╭──

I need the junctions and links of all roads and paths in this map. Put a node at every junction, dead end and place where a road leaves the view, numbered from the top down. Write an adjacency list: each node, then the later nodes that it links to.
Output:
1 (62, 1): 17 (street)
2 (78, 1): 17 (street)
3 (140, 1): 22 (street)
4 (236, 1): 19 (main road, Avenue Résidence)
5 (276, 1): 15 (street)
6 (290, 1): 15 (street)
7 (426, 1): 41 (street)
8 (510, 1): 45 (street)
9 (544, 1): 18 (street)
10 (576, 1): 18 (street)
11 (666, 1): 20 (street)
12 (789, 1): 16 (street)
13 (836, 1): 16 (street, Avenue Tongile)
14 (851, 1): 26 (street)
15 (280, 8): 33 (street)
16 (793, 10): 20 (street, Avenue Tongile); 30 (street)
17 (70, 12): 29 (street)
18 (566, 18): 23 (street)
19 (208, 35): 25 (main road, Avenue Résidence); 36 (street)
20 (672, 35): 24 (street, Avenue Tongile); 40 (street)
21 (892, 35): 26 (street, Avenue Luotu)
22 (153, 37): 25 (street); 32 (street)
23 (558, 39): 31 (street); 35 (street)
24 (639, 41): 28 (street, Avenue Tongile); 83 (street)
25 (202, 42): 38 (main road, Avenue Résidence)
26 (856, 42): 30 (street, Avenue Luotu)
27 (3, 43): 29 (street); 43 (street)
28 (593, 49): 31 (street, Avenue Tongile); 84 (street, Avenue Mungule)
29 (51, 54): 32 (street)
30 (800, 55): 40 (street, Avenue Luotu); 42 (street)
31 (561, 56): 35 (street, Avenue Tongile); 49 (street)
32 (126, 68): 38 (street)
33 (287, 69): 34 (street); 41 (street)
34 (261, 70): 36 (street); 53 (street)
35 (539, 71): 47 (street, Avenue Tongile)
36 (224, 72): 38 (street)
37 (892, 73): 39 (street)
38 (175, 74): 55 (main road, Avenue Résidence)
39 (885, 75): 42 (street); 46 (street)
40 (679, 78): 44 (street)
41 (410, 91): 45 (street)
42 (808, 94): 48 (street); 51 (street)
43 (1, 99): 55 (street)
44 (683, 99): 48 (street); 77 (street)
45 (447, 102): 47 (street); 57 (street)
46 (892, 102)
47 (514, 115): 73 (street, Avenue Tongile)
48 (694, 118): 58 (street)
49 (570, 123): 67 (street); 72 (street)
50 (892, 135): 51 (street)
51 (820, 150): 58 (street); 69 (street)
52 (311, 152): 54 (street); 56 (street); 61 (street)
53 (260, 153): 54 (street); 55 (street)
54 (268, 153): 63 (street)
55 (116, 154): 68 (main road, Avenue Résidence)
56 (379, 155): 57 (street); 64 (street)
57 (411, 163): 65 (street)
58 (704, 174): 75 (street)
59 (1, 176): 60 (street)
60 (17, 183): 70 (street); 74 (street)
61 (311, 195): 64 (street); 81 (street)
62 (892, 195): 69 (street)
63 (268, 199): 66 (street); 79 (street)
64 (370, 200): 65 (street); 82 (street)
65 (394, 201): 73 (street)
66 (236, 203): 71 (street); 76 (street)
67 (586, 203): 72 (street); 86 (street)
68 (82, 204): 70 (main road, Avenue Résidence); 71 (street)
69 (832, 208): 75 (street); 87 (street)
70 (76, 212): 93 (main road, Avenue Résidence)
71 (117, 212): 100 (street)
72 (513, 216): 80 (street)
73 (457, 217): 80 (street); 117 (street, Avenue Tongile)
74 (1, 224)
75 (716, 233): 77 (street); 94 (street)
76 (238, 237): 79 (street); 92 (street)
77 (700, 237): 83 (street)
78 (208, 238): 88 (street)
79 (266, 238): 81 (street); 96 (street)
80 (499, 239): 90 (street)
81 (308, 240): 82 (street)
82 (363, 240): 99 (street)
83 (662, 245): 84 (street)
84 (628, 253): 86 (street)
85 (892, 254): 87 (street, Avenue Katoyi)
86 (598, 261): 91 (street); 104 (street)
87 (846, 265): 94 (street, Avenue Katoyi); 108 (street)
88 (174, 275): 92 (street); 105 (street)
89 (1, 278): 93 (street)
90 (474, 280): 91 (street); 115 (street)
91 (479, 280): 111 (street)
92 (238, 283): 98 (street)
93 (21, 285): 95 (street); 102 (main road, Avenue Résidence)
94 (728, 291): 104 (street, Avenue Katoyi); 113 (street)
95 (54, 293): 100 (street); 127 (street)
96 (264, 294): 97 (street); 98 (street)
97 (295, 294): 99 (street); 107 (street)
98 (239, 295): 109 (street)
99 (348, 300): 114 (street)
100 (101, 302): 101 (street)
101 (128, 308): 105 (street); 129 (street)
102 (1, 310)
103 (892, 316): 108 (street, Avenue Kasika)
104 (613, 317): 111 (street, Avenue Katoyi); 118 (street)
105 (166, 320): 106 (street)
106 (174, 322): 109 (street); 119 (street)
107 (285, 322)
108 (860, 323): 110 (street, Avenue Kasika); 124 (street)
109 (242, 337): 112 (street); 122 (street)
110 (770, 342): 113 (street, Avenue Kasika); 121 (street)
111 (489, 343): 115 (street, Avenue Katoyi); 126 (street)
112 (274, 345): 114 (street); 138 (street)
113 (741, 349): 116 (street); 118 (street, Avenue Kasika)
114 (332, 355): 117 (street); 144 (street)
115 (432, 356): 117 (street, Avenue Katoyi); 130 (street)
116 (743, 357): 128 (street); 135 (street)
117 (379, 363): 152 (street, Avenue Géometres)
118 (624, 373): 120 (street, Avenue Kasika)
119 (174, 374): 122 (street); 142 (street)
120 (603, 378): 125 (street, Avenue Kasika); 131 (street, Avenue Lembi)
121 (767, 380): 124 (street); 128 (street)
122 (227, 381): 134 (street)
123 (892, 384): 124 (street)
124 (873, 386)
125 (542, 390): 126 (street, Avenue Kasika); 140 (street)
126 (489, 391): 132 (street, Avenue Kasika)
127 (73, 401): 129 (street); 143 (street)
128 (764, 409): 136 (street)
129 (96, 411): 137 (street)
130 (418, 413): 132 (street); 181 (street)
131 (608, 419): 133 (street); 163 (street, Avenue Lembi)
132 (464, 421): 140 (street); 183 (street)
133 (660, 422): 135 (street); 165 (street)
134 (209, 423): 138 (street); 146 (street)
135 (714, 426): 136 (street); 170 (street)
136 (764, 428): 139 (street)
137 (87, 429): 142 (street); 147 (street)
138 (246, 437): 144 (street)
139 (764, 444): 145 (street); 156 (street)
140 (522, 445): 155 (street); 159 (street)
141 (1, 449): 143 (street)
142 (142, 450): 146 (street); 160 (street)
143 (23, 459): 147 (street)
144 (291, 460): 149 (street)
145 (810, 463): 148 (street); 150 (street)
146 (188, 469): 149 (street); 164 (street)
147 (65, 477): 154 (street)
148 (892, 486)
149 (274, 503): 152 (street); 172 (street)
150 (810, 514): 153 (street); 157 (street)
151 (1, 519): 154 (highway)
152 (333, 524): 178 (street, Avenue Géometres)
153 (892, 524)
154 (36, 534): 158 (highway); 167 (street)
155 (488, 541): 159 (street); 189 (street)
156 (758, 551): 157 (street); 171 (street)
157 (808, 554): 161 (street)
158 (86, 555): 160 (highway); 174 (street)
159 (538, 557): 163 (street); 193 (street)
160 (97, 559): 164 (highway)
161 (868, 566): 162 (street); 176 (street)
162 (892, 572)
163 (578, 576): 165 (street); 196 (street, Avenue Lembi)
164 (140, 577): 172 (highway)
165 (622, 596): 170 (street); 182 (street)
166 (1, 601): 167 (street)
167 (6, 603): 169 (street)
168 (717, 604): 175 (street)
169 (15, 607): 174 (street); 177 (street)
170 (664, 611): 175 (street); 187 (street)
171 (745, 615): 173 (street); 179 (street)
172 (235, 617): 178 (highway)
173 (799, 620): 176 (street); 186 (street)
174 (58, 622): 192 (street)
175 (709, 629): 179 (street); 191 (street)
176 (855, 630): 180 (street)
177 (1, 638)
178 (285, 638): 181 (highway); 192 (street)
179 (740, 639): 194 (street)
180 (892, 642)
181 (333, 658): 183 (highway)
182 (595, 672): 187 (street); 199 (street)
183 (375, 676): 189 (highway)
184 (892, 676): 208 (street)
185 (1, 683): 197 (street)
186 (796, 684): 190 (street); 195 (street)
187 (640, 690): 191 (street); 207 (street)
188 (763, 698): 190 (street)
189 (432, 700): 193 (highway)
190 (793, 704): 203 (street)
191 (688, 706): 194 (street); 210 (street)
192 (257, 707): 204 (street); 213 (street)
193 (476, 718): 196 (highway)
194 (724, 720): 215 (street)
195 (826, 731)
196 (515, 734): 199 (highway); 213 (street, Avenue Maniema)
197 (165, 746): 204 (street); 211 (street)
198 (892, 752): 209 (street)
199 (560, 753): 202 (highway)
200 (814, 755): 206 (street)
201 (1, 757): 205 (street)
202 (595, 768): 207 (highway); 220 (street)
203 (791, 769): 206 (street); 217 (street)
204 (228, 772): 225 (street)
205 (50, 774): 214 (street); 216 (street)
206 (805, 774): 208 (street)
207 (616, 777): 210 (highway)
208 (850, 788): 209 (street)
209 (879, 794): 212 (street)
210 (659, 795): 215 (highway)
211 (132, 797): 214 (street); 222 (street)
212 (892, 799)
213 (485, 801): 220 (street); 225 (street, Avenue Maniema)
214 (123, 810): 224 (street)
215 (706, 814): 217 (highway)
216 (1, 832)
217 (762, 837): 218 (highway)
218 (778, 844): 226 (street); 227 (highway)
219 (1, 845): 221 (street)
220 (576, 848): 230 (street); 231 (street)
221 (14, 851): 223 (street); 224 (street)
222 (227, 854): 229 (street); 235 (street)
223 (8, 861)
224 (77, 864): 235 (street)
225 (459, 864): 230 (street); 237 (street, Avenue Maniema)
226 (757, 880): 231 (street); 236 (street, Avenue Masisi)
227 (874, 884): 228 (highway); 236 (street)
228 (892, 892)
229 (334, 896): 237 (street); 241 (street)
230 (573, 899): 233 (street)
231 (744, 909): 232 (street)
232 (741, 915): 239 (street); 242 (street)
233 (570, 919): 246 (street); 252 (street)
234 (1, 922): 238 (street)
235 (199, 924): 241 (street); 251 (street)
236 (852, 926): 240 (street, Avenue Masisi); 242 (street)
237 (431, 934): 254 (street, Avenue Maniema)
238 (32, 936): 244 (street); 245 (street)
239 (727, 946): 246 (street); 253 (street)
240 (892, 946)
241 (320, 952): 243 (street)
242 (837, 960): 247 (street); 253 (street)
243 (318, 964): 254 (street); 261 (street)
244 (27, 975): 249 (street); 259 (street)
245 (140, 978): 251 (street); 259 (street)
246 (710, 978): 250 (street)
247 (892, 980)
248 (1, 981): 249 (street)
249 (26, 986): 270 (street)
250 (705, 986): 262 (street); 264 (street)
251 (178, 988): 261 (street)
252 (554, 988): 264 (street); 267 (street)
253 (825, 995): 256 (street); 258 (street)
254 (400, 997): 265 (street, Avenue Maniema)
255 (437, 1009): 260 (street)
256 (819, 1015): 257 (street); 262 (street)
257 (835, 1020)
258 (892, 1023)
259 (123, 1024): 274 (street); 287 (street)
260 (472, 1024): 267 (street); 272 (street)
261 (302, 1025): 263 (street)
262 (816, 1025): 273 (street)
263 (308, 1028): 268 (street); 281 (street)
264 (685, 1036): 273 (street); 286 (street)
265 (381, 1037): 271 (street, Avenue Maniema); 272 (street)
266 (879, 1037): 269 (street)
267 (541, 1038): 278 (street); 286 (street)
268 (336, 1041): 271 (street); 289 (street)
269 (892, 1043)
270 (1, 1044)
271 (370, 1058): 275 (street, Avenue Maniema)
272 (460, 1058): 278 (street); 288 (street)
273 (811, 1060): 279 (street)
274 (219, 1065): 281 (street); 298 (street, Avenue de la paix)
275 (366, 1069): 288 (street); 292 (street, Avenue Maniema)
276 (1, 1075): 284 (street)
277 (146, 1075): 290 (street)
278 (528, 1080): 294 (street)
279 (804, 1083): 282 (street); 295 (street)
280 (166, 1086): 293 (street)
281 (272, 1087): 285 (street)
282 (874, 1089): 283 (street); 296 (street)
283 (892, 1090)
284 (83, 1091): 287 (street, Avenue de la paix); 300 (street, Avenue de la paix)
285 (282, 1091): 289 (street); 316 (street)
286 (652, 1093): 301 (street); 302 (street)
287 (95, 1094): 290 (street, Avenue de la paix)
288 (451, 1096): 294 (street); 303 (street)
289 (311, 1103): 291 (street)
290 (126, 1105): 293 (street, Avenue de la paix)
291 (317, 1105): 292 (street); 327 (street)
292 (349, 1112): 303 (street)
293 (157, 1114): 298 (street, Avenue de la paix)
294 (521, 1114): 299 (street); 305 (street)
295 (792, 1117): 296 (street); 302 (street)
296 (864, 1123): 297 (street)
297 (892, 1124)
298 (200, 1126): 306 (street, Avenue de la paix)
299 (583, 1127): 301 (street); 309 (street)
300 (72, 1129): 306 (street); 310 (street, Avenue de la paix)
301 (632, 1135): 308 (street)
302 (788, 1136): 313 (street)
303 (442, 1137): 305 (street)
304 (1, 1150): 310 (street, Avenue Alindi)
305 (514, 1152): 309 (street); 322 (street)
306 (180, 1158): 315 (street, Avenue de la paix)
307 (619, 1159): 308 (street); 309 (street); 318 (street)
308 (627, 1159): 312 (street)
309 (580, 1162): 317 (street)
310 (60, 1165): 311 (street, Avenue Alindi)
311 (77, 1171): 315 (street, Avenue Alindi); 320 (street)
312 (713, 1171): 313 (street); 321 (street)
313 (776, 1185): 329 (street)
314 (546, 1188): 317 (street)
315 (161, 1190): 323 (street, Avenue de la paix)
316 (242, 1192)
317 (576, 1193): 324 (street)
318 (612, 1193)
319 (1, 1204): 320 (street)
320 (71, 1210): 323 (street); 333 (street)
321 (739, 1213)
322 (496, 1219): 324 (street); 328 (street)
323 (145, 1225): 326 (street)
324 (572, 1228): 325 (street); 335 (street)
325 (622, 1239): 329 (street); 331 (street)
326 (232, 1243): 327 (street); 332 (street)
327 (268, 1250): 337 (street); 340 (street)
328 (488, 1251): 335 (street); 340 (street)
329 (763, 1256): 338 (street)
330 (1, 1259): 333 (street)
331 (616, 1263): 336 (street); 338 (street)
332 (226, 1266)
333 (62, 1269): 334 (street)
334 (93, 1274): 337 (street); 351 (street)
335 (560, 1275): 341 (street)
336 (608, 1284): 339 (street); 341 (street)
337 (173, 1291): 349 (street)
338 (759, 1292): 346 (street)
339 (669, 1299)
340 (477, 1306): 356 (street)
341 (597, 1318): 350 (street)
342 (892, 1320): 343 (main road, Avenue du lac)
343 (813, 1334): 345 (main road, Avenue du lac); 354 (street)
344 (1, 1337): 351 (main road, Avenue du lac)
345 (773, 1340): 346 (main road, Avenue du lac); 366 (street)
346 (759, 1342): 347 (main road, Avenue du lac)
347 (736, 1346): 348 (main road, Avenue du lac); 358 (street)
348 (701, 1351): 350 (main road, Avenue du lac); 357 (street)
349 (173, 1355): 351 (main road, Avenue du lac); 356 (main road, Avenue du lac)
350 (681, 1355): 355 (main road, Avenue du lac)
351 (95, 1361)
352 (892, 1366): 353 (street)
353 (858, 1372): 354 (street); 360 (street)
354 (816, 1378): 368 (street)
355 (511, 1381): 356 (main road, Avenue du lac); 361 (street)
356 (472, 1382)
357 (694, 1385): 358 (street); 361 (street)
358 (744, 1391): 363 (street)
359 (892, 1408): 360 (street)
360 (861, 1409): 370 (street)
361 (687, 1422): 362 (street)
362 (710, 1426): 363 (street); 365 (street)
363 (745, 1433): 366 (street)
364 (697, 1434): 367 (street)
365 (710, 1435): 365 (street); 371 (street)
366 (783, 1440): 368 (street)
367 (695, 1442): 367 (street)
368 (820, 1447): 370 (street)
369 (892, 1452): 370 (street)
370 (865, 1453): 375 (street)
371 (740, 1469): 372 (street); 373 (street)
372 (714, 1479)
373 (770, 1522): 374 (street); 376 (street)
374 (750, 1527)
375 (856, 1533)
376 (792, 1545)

╰──

# THE PROBLEM
Among the entries above, identify all lines with "Masisi" and copy them.

# OUTPUT BELOW
226 (757, 880): 231 (street); 236 (street, Avenue Masisi)
236 (852, 926): 240 (street, Avenue Masisi); 242 (street)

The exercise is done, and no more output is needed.